◆ REQUIRED ACTION
Every line below from the one containing "xs[i] += extra;" through the one containing "paint.setAntiAlias(true);" must be transcribed exactly. Omit all lines outside that stretch.

= = =

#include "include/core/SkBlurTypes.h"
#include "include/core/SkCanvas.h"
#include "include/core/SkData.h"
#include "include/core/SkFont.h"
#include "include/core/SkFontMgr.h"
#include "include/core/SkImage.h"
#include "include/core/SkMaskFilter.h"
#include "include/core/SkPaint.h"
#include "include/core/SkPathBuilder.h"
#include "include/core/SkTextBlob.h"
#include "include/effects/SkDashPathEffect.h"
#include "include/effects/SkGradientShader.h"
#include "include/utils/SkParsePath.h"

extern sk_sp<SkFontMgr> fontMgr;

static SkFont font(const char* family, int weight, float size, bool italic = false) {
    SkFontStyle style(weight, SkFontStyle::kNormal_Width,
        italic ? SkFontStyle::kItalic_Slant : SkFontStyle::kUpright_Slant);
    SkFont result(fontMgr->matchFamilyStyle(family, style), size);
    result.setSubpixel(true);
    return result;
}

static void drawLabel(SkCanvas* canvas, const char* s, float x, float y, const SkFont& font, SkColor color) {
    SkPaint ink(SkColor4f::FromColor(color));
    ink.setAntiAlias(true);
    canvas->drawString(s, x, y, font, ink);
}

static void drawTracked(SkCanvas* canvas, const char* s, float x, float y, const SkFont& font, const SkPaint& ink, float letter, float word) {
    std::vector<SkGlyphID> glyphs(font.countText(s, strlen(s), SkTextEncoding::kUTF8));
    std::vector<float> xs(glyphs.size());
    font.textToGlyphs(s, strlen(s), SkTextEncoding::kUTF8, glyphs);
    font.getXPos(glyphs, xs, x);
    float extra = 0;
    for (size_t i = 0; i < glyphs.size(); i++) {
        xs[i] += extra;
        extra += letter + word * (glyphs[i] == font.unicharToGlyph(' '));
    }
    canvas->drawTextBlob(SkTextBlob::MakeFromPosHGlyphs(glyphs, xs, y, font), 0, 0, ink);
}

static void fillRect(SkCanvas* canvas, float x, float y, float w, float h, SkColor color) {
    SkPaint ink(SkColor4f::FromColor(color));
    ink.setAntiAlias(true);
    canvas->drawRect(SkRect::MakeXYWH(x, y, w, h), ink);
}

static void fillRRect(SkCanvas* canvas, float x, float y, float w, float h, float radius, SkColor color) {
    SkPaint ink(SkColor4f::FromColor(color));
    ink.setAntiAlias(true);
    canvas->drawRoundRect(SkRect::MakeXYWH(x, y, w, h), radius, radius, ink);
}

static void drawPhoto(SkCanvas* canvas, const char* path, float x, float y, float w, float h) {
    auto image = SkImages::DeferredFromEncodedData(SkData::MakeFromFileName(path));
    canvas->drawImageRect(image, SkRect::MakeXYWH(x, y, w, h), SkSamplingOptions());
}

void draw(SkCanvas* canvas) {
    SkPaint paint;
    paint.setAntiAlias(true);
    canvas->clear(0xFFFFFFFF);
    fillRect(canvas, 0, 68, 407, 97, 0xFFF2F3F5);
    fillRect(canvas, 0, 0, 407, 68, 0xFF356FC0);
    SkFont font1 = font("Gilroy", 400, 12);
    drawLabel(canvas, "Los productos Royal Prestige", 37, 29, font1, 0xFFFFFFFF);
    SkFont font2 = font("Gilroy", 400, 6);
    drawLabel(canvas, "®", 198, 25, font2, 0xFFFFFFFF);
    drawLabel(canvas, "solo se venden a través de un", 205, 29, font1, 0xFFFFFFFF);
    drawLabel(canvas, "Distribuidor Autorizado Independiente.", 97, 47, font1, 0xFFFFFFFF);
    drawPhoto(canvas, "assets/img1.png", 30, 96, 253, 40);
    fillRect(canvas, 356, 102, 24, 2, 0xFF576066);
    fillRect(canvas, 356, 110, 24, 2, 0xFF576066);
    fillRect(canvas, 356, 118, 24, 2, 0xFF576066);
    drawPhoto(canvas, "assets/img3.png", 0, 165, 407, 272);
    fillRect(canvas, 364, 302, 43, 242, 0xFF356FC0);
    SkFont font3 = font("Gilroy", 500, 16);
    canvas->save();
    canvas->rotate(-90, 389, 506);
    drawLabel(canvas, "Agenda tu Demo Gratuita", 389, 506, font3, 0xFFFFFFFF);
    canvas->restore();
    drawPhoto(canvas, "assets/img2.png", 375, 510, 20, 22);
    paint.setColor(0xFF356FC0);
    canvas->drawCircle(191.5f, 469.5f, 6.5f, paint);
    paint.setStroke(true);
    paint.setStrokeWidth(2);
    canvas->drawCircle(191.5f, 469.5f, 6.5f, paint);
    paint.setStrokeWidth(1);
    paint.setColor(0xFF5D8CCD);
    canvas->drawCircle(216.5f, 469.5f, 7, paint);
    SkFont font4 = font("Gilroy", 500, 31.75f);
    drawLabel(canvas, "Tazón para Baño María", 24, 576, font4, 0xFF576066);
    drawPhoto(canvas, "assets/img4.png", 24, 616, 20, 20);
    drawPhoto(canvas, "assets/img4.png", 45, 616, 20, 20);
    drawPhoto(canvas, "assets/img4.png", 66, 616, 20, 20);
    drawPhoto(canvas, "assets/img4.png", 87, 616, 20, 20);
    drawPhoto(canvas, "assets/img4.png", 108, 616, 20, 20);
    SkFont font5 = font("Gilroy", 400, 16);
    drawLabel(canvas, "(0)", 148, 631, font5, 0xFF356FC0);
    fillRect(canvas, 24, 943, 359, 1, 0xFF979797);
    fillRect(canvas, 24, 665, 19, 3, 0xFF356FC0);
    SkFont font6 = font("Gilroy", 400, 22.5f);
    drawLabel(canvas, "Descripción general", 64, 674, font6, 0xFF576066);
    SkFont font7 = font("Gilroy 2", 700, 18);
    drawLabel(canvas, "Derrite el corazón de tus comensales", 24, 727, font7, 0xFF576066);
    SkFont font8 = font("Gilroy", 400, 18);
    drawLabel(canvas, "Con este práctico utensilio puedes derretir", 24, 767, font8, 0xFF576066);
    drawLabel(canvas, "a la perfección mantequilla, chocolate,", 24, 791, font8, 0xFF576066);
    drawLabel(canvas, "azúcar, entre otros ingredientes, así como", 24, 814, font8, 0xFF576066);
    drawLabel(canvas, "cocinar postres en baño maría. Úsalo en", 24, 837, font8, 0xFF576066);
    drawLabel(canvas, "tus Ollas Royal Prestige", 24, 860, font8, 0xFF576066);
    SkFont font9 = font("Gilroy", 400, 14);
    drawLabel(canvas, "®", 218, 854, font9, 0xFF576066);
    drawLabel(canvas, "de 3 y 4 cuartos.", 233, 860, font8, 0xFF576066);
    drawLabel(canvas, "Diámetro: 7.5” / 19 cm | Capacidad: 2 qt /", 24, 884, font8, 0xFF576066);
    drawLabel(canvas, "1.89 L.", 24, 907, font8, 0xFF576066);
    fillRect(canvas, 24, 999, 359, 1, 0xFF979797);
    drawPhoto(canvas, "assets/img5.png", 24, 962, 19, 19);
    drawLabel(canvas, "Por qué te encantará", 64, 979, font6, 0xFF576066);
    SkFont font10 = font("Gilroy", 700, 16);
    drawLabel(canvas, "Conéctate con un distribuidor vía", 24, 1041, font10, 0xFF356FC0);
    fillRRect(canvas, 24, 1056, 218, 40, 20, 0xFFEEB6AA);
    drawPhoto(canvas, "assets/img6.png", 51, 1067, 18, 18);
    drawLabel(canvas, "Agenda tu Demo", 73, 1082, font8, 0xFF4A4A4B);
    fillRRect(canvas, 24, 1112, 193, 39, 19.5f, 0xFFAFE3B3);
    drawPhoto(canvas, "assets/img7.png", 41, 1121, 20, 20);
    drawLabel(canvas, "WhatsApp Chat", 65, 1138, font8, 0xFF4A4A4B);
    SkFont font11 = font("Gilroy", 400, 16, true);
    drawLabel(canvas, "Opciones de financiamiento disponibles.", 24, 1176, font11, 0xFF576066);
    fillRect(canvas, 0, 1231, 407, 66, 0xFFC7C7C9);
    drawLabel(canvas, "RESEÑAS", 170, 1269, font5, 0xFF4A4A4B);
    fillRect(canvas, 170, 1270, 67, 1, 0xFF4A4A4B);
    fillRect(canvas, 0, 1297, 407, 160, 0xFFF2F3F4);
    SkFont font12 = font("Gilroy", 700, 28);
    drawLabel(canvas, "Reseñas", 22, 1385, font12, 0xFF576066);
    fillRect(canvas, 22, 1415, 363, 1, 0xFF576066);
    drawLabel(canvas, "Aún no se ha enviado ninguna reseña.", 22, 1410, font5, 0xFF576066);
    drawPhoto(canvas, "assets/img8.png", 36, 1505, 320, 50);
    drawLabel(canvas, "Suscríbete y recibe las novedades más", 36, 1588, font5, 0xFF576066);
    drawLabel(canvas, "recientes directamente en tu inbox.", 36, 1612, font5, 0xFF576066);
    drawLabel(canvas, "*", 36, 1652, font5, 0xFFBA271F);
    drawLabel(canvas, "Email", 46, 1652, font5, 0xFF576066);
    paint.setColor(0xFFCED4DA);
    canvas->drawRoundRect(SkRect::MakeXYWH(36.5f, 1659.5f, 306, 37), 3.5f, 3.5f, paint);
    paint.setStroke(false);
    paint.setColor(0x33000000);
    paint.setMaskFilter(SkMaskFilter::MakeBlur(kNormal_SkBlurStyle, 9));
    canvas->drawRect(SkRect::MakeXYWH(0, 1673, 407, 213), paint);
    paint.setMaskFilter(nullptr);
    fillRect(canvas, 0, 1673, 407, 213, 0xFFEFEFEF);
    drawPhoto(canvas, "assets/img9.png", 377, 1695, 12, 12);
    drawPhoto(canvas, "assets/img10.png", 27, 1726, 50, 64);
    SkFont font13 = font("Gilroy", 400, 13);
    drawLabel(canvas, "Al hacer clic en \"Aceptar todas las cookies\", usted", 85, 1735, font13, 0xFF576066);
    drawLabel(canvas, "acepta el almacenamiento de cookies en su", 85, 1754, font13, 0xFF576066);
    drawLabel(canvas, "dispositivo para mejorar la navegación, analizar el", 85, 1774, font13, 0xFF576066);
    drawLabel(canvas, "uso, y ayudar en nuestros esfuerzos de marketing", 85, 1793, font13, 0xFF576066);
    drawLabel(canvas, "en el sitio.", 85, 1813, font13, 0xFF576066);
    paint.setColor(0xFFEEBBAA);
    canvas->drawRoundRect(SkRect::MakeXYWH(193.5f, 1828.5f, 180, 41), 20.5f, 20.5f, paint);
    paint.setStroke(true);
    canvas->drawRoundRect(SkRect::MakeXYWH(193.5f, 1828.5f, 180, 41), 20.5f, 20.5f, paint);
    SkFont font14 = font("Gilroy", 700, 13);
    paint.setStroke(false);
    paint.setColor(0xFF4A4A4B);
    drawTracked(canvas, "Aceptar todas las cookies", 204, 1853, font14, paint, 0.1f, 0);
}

= = =

◆ SOLUTION TO THIS EXERCISE
        xs[i] += extra;
        extra += letter + word * (glyphs[i] == font.unicharToGlyph(' '));
    }
    canvas->drawTextBlob(SkTextBlob::MakeFromPosHGlyphs(glyphs, xs, y, font), 0, 0, ink);
}

static void fillRect(SkCanvas* canvas, float x, float y, float w, float h, SkColor color) {
    SkPaint ink(SkColor4f::FromColor(color));
    ink.setAntiAlias(true);
    canvas->drawRect(SkRect::MakeXYWH(x, y, w, h), ink);
}

static void fillRRect(SkCanvas* canvas, float x, float y, float w, float h, float radius, SkColor color) {
    SkPaint ink(SkColor4f::FromColor(color));
    ink.setAntiAlias(true);
    canvas->drawRoundRect(SkRect::MakeXYWH(x, y, w, h), radius, radius, ink);
}

static void drawPhoto(SkCanvas* canvas, const char* path, float x, float y, float w, float h) {
    auto image = SkImages::DeferredFromEncodedData(SkData::MakeFromFileName(path));
    canvas->drawImageRect(image, SkRect::MakeXYWH(x, y, w, h), SkSamplingOptions());
}

void draw(SkCanvas* canvas) {
    SkPaint paint;
    paint.setAntiAlias(true);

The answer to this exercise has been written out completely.